Bella e brava. Sarebbe una sintesi perfetta per definire la mia amica Daniela Farnese, meglio conosciuta come Dania o semplicemente malafemmena. Sarebbe una sintesi perfetta, dicevo, ma Daniela è molto di più. O molto di diverso, se vogliamo. Per anni etichettata come sexy blogger, laddove invece, in quei suoi genialissimi e dissacranti tweet, si celava una finissima intellettuale. Ma in fin dei conti Daniela sull’equivoco ci ha sempre giocato, come quando si diverte a pubblicare foto sexy solo per il gusto di assistere alla reazione. Da qualche tempo ci siamo un po’ persi di vista, non che prima ci vedessimo tutti i giorni, l’ho incontrata appena una volta, però un tempo chiacchieravamo spesso.
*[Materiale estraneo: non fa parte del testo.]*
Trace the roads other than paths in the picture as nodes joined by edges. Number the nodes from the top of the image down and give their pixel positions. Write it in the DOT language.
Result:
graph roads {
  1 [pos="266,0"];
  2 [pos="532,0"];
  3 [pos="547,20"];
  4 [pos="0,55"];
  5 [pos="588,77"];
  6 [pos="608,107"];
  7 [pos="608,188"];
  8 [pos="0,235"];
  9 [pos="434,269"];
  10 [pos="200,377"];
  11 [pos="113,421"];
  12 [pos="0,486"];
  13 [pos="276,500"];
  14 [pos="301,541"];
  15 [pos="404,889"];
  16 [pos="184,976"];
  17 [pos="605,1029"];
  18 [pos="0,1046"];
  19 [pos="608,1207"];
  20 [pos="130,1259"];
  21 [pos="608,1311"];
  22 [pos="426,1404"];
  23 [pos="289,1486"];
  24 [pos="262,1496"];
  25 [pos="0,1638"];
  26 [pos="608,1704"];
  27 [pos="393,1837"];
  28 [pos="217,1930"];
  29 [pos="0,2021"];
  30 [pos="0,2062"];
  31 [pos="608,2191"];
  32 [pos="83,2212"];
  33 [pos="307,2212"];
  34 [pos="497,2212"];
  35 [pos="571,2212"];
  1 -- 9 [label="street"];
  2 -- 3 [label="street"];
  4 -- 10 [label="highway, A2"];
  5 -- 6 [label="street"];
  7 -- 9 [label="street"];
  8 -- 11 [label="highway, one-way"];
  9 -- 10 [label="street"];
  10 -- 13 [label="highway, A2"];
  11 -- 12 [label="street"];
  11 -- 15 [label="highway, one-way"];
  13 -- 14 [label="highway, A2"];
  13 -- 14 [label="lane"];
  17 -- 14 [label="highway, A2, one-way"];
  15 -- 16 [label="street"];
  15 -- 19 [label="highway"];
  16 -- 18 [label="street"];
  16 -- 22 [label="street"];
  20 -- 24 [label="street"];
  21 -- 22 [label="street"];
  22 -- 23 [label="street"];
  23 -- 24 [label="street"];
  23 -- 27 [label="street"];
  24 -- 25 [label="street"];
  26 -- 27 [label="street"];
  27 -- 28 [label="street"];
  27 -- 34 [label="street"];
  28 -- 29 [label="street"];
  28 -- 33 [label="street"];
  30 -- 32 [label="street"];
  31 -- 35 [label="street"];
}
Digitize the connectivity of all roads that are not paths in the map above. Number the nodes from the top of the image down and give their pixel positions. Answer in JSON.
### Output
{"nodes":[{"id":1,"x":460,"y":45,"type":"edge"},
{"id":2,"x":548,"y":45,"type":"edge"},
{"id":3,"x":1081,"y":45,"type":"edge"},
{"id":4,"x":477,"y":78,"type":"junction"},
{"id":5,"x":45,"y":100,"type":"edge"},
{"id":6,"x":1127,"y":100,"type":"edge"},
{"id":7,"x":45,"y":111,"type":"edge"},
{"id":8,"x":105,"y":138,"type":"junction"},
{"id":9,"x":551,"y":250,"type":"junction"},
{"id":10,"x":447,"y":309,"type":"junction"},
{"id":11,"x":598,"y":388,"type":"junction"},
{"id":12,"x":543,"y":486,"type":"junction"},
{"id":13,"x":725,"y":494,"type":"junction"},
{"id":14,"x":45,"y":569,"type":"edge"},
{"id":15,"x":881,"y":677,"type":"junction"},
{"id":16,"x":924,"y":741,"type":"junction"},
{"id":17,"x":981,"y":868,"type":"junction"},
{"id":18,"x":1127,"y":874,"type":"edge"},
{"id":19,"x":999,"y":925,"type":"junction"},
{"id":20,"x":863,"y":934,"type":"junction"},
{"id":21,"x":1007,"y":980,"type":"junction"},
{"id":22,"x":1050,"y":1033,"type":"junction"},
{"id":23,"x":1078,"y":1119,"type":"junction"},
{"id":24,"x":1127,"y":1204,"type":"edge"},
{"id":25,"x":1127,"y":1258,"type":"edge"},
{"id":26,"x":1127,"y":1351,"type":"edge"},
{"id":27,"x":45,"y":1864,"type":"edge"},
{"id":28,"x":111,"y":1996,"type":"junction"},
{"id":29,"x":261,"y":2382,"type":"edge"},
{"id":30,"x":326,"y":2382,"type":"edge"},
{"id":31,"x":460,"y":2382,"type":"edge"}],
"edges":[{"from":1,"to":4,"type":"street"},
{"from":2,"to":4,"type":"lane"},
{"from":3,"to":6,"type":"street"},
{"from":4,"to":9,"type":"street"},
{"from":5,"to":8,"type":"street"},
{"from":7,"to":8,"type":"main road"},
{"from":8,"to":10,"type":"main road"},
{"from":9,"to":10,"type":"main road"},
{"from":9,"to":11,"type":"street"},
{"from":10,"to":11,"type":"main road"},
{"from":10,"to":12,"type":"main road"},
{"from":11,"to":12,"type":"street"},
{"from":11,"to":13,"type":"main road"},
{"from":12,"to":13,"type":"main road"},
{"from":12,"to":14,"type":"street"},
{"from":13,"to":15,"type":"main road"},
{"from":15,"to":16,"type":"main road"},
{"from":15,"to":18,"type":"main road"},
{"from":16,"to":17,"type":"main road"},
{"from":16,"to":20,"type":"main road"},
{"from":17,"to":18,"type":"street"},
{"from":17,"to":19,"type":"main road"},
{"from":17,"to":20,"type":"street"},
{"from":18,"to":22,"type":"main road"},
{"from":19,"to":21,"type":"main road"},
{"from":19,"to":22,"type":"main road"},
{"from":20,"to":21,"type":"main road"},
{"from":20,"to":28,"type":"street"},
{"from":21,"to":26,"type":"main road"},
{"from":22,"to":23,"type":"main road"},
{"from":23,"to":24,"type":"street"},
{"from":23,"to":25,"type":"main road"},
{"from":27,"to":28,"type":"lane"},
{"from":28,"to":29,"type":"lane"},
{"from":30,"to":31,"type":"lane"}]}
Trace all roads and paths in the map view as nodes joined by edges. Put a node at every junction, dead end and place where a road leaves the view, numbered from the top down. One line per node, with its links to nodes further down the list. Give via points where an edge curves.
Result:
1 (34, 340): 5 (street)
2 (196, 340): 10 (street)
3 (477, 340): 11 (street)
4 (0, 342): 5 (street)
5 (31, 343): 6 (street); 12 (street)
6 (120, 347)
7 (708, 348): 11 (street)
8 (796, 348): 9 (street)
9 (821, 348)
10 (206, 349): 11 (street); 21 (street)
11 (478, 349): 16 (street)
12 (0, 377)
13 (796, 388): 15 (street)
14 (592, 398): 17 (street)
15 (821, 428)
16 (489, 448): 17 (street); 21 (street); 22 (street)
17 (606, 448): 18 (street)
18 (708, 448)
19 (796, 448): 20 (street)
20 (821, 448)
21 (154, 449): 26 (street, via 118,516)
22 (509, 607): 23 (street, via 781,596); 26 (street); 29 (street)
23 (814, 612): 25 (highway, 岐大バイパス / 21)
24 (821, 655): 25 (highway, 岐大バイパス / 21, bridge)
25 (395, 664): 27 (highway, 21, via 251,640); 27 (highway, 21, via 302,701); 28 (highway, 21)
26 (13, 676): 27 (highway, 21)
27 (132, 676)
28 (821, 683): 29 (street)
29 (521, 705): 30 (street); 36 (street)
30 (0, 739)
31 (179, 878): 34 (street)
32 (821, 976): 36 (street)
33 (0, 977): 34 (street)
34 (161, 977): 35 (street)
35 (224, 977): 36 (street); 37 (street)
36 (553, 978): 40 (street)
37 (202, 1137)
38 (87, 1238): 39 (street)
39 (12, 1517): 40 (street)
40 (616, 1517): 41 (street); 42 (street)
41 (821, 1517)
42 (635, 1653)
Ho saputo che ha cambiato lavoro e ne ha iniziato uno più confacente alle sue doti artistiche. Questa del libro, poi, è una notizia che mi ha colto di sorpresa giacché per me Daniela è sempre stata la regina della sintesi. Non voglio dire che sia poco portata alla scrittura, tutt’altro, lei ha persino una laurea di quelle che ti lasciano con la mascella spalancata. Però un libro, non me lo aspettavo, ed è forse per questo che mi entusiasma ancor più leggerlo. Anche stavolta, ha saputo stupire tutti. Brava!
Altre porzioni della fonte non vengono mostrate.